Looking beyond the constraints imposed by the discipline of the history of medicine as it existed in the 1960s, a mainstream historian addressing the task of expanding understandings about the American medical presence in the newly conquered Philippines would immediately pose a series of questions. The first of these would bring the historian into the domain of the "Hegemonic Imperial Discourse" school. Now much used by historians of the Non-west, this newish analytical tool was inspired in part by the writings of the philosopher, Michel Foucault (d. 1984: mentioned by Anderson on pp.161-2, 249, 297). But going beyond Foucault (and his ahistorical generalizations) the mainstream historian would ask "When and where did the Hegemonic Imperial Discourse 'construct' take its rise?" Which elements in this "construct" (as applied in the Philippines) were distinctively "American" and which elements were adaptations of English and French ideas created initially for use in their European homelands, and then re-crafted for application to their colonies overseas?
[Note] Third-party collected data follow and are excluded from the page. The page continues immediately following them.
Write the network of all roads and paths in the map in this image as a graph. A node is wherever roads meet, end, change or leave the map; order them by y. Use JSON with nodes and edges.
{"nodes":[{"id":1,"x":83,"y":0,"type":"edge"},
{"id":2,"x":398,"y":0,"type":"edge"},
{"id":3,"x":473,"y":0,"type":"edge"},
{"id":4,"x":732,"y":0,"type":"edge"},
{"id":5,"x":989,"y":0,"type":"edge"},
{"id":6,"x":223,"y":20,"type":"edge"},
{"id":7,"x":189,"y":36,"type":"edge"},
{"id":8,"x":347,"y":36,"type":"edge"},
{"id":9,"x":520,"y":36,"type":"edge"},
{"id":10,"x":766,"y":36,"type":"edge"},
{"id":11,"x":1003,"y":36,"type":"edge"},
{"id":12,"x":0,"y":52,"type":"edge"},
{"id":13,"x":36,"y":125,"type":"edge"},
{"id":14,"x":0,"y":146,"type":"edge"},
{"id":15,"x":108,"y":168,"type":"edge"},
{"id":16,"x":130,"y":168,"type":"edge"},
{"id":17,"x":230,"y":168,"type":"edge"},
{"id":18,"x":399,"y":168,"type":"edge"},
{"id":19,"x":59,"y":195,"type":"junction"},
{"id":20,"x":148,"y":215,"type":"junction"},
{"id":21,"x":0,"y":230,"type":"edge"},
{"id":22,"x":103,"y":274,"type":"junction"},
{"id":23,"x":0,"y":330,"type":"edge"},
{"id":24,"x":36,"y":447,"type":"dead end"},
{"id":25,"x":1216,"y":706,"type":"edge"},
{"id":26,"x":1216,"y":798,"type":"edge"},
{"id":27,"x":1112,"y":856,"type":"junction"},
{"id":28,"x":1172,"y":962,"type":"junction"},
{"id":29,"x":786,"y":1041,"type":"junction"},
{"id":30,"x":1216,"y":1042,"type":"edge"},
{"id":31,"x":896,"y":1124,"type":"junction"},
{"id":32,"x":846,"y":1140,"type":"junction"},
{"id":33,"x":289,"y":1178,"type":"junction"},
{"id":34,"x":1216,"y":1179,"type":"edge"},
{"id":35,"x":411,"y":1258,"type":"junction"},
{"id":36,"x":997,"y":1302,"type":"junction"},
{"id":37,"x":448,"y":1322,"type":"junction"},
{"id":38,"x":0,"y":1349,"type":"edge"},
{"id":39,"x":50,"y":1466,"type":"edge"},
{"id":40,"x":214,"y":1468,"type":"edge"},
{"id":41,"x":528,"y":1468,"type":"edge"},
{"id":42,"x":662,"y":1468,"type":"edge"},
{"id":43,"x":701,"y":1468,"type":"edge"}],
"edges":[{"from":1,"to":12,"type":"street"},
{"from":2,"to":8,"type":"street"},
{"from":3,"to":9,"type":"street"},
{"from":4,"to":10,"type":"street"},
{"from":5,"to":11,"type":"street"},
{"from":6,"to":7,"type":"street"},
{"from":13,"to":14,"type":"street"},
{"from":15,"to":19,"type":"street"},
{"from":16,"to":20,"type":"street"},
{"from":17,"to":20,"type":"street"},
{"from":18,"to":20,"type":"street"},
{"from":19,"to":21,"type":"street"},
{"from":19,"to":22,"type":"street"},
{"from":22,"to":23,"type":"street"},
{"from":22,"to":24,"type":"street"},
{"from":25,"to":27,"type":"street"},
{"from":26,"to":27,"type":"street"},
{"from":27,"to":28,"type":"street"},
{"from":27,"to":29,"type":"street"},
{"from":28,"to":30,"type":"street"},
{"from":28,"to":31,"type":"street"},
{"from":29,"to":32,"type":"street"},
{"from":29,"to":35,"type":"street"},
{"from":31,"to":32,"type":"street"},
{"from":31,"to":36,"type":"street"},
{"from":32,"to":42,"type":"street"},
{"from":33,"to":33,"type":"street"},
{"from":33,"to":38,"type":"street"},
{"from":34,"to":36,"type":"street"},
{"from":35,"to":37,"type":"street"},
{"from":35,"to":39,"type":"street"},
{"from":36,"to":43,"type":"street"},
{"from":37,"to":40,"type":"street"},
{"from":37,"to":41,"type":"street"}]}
These questions could usefully be posed, for instance, in the context of Anderson's chapter four "Excremental Colonialism"[pp 104-139] which containss tatements like: "As Americans attempted to erase or abstract their corporal-ity, Filipinos had become the chief and most generous sources of contaminating matter... [they were] often seen as 'promiscuous defecators' transgressing colonial safe havens" etc.[p.128-129]. In responding to a statement like this one must ask whether this anal hang-up was original to the Americans or was it something they had imported from England? I am inclined to the latter view. Writing in the "Sanitary Progress Report in India" put out by the British Secretary of State for India in 1870, Florence Nightingale (1820-1910, spokesperson for the Neo-Sanitarian clique who had recently gained control of the Public Health establishment of India) stated that the people of India "had been living amidst their own filth for twenty centuries, infecting the air with it, poisoning the ground with it and polluting the water they drink with it. Some of them even think it a holy thing to drink filth". We also know that the Surgeon General of the United States Army requested and received copies of these India Office Reports [London: India Office Library V/ 24/ 3675 (vol 2) p 41: I O.L. V/ 24/ 3678, (Sanitary, June 1873-June 1874, p 1). The American anal hang-up, as Anderson tells us, was largely concerned with cholera (a fecal-oral disease). So too was the British hang up.
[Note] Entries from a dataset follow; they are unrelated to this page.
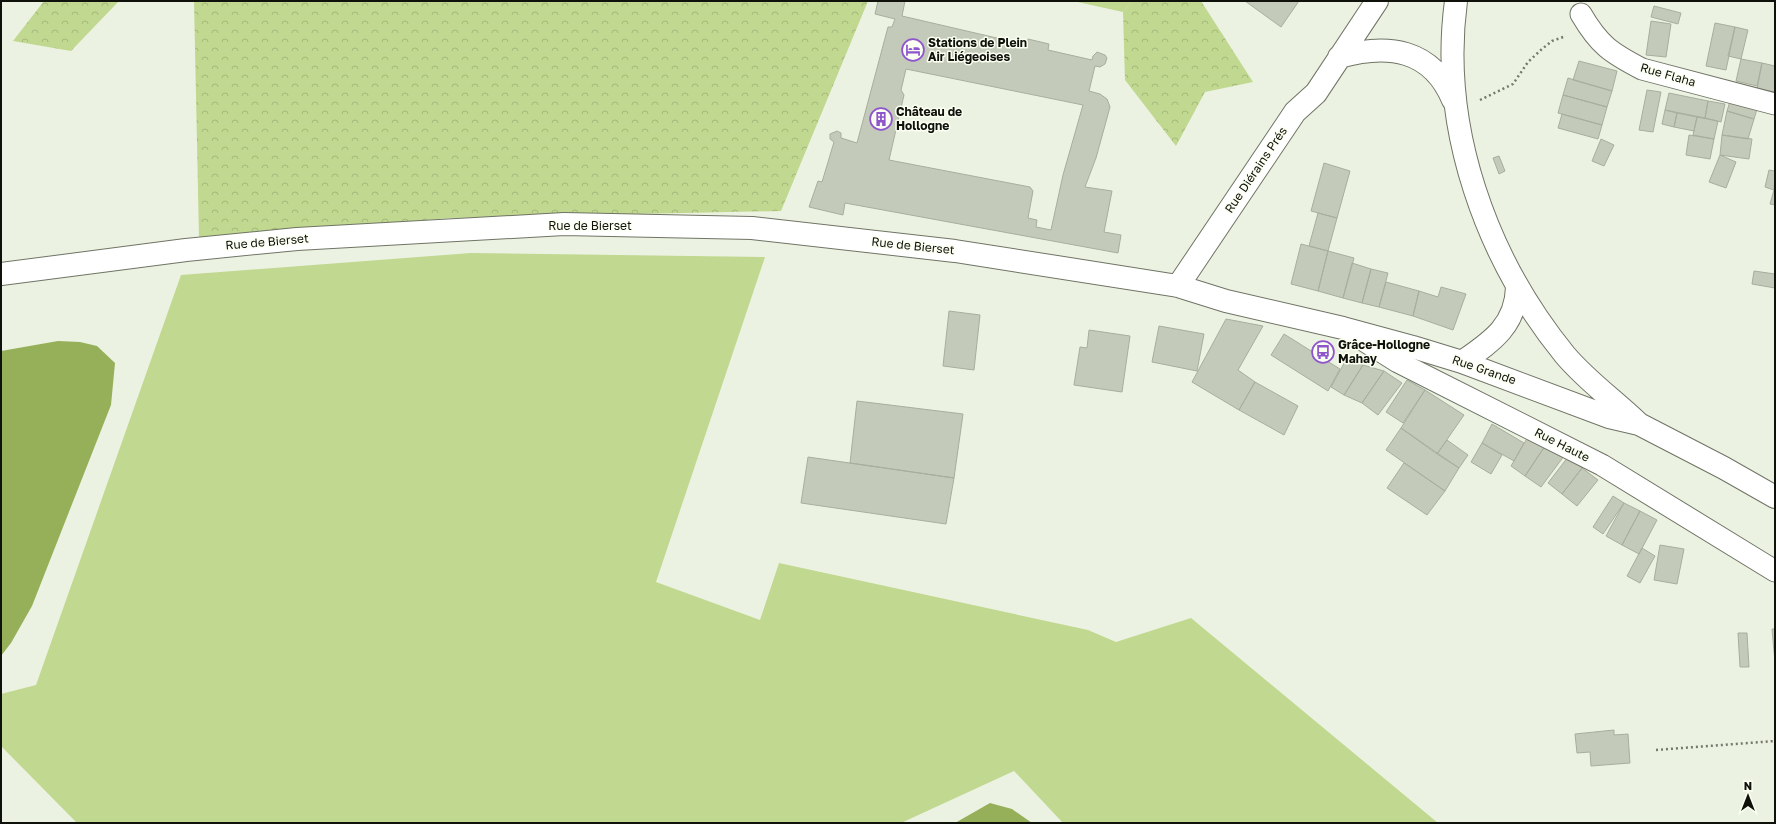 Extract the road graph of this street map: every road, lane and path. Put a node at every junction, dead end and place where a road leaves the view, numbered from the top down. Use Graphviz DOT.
graph roads {
  1 [pos="1377,1"];
  2 [pos="1456,1"];
  3 [pos="1581,14"];
  4 [pos="1552,41"];
  5 [pos="1340,57"];
  6 [pos="1775,104"];
  7 [pos="1454,105"];
  8 [pos="1,274"];
  9 [pos="1178,286"];
  10 [pos="1517,286"];
  11 [pos="1343,328"];
  12 [pos="1462,362"];
  13 [pos="1639,424"];
  14 [pos="1775,497"];
  15 [pos="1775,571"];
  16 [pos="1775,741"];
  17 [pos="1656,750"];
  1 -- 5 [label="main road, Rue Diérains Prés"];
  2 -- 7 [label="main road"];
  3 -- 6 [label="street, Rue Flaha"];
  4 -- 7 [label="path"];
  5 -- 7 [label="main road"];
  5 -- 9 [label="main road, Rue Diérains Prés"];
  7 -- 10 [label="main road"];
  8 -- 9 [label="main road, Rue de Bierset"];
  9 -- 11 [label="main road, Rue Grande"];
  10 -- 12 [label="main road"];
  10 -- 13 [label="main road"];
  11 -- 12 [label="main road, Rue Grande"];
  11 -- 15 [label="street, Rue Haute"];
  12 -- 13 [label="main road, Rue Grande"];
  13 -- 14 [label="main road, Rue Grande"];
  16 -- 17 [label="path"];
}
In his text and in his bibliography, Anderson mentions Ronald Hyam 's pace-setting book: Empire and Sexuality: The British Experience (Manchester UP 1990). Hyam on page 203 states: "One thing is certain. Sex is at the very heart of racism". Anderson, in two of his chapters (chapter 3, "Only Man is Vile" and chapter 5 "The White Man's Psychic Burden), does demonstrate that he is concerned with white man's virility and perceptual threats to that virility. Here again, an attempt might have been made to sort out what was distinctively American about those hang-ups--as they changed through time as the decades moved on--and what was common to Europeans in general in colonial tropical environments. One would have thought that in his discussions of white virility in alien tropical lands Anderson would have been able to factor in 19th and early 20th century White Americans' hang-ups about male and female African-American sexual practices--attitudes shaped during the long era of Black African slavery. As it is, he says very little about female prostitution or VD among the troops in the Philippines. Are we to understand that men in the other ranks--being god-fearing Americans--remained chaste and that this was why so many of them suffered nervous breakdowns? By way of contrast in British India, it was not unusual to find that men in the other ranks visited dispensaries to sort out their VD problems at the rate of 1200 per 1000 each year (these extraordinary statistics demonstrate that some enlisted Brits were incorrigible and checked into the clinic every few weeks).